For use of derivative spectra obtained from the flow cell and the predictive performance in the optimised spectral range (which is in the region between 2250 and 2350 nm) the following trends were observed (data not shown) in comparison with the data in Table 6. First, sensitivity increases between four and seven times. The RRMSEP values are 3.3, 1.4, and 2% for real extract, original extract, and ethanol, respectively. Thus, the performance for ethanol was not significantly different; this may be because the selectivity in this region decreases sharply (it is approx. 30%) and the noise in this region is higher than in the 1650–1750 nm region.

The reproducibility of vials was analyzed using ten different vials filled with the same sample. Acquisition of spectra for each vial was performed in triplicate. The intra-vial pooled standard deviation for original extract, real extract and ethanol were 0.18% w/w, 0.20% w/w, and 0.03% v/v, respectively. The inter-vial standard deviations were 0.12% w/w, 0.19% w/w, and 0.02% v/v, respectively. It can thus be concluded that the loss of performance observed in this study for determination of beer extracts using glass vials for NIR spectra acquisition is because of lack of transparency of the 8.2 mm o.d. vials in the region from 2249 to 2348 nm and not to the variability of the vials.

Conclusions

Hierarchical cluster analysis, performed after PC analysis of NIR absorbance spectra, has been proved to be an excellent means of selecting representative samples for calibration in PLS–NIR determination of real and original extracts and alcohol content of beers.
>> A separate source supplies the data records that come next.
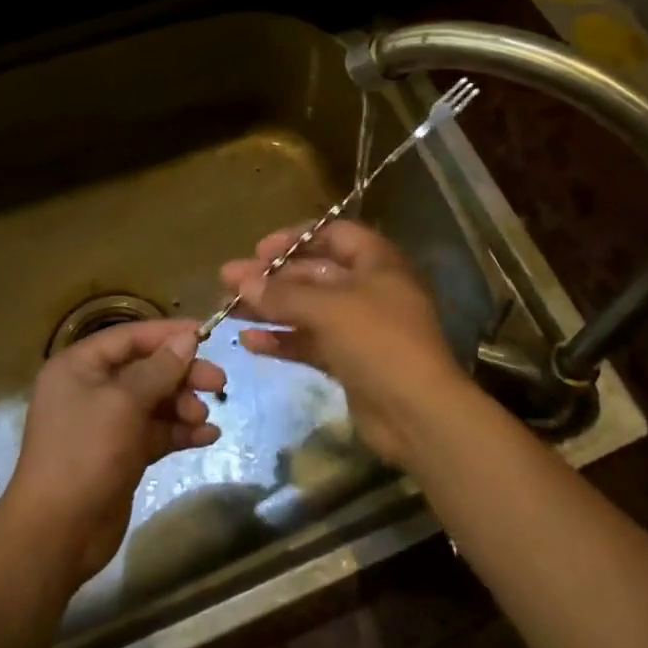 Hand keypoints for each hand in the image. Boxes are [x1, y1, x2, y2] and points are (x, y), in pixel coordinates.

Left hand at [0, 319, 226, 587]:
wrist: (57, 536)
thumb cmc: (85, 454)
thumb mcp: (124, 403)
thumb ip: (159, 369)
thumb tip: (187, 339)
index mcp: (79, 367)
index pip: (130, 337)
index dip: (169, 334)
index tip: (207, 334)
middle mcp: (91, 389)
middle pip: (147, 369)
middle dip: (183, 374)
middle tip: (219, 383)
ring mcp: (106, 423)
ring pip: (155, 401)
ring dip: (183, 405)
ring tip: (204, 418)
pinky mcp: (121, 454)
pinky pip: (156, 431)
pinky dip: (180, 431)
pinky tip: (207, 437)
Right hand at [221, 220, 477, 468]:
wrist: (418, 414)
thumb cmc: (379, 342)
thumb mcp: (330, 309)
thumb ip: (283, 294)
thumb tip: (242, 280)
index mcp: (376, 262)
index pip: (334, 234)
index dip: (296, 238)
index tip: (259, 250)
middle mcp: (368, 289)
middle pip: (314, 273)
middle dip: (272, 277)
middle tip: (229, 280)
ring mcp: (359, 328)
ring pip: (307, 310)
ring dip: (270, 308)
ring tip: (229, 310)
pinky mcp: (349, 362)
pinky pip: (310, 343)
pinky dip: (283, 341)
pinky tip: (250, 343) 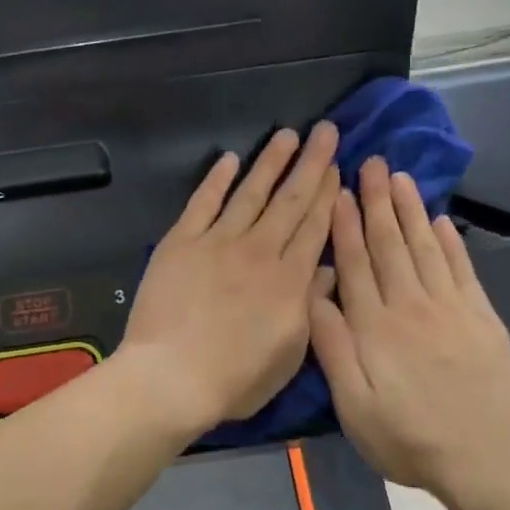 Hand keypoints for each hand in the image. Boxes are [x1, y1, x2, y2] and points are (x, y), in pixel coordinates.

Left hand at [120, 123, 340, 431]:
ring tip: (287, 134)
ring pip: (251, 192)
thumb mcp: (290, 354)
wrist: (171, 376)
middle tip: (325, 131)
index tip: (338, 167)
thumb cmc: (234, 378)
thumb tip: (329, 269)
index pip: (315, 227)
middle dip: (311, 163)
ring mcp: (218, 242)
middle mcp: (258, 251)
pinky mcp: (182, 242)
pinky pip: (203, 202)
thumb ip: (311, 306)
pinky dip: (216, 179)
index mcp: (289, 280)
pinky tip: (228, 159)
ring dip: (270, 161)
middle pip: (290, 200)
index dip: (328, 194)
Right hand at [309, 157, 509, 496]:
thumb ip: (332, 347)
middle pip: (390, 244)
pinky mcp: (482, 318)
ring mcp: (451, 309)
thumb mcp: (353, 405)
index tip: (339, 190)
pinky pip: (463, 269)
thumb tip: (314, 295)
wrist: (486, 461)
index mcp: (375, 326)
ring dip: (410, 210)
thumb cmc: (407, 438)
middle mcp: (412, 306)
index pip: (355, 263)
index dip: (345, 224)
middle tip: (371, 163)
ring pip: (425, 248)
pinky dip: (450, 241)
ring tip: (400, 177)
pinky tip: (440, 220)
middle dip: (378, 201) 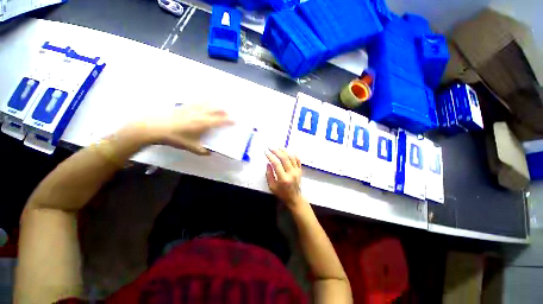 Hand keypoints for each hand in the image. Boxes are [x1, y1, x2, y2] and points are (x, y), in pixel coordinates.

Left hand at [141, 103, 232, 154]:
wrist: (155, 127)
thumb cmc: (175, 137)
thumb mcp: (190, 147)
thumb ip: (202, 151)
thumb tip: (210, 153)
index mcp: (204, 123)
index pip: (220, 120)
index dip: (229, 120)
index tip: (235, 120)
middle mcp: (200, 114)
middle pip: (215, 109)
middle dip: (223, 111)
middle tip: (228, 113)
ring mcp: (192, 108)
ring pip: (207, 103)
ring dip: (215, 104)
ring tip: (219, 105)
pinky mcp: (184, 106)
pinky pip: (197, 101)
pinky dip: (203, 101)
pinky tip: (204, 101)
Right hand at [265, 148, 304, 208]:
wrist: (294, 198)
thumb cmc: (281, 193)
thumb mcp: (272, 186)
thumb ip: (269, 175)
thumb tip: (268, 163)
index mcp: (283, 178)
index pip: (276, 164)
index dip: (271, 157)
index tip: (266, 152)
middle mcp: (291, 173)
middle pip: (284, 158)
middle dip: (276, 151)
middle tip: (271, 148)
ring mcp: (297, 171)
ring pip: (291, 157)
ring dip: (284, 151)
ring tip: (278, 148)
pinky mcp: (300, 170)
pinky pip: (297, 160)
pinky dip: (293, 155)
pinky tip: (288, 151)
From comparison of the two sample-introduction methods employed in this study it can be concluded that use of the 1-mm flow cell enables the use of the 2249–2348 nm region, which results in high sensitivity and excellent predictive performance, especially for extracts determination and using zero-order NIR absorbance spectra. However, the use of 6.5 mm glass vials improves the speed of sample analysis, by avoiding the need for cleaning of the measurement cell, and improves the selectivity of determination of beer properties when first-order derivative NIR spectra in the region from 1662 to 1742 nm were employed; under these conditions predictive performance was similar to that obtained by using the flow cell for ethanol determination and slightly worse than when using flow-cell measurements for real and original extract determination.
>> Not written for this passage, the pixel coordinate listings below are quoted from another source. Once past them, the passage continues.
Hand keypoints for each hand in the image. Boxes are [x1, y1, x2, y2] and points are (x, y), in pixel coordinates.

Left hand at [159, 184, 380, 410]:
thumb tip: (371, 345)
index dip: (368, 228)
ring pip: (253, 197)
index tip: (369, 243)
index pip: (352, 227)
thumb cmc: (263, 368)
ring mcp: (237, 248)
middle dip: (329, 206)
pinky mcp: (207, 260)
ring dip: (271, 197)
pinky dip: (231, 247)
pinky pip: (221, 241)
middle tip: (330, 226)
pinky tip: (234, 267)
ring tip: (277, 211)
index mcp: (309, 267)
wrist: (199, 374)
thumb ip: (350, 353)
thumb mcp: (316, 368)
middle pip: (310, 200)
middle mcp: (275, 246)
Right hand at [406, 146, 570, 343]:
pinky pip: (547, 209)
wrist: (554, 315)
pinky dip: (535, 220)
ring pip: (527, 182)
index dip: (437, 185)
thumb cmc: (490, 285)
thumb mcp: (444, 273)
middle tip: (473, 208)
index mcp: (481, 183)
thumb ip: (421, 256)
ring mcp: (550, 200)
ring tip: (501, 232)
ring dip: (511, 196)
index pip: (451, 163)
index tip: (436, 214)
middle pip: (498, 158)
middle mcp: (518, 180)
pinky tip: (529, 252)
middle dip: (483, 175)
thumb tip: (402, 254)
Compared with previously published work on chemometric NIR analysis of beer samples, the method developed provides RMSEP values of 0.12, 0.14, and 0.08% for real, original extract and ethanol, respectively, which are better than the prediction error obtained by Norgaard et al. [11] and by Westad and Martens [12] for original extract (0.18 and 0.17% w/w), respectively, and clearly better than the coefficient of validation errors reported by Maudoux et al. [10] for all the properties studied, which varied between 5.94 and 6.19%. In all this work NIR measurements were made using quartz cells of different path length and using spectral ranges different from those selected by us.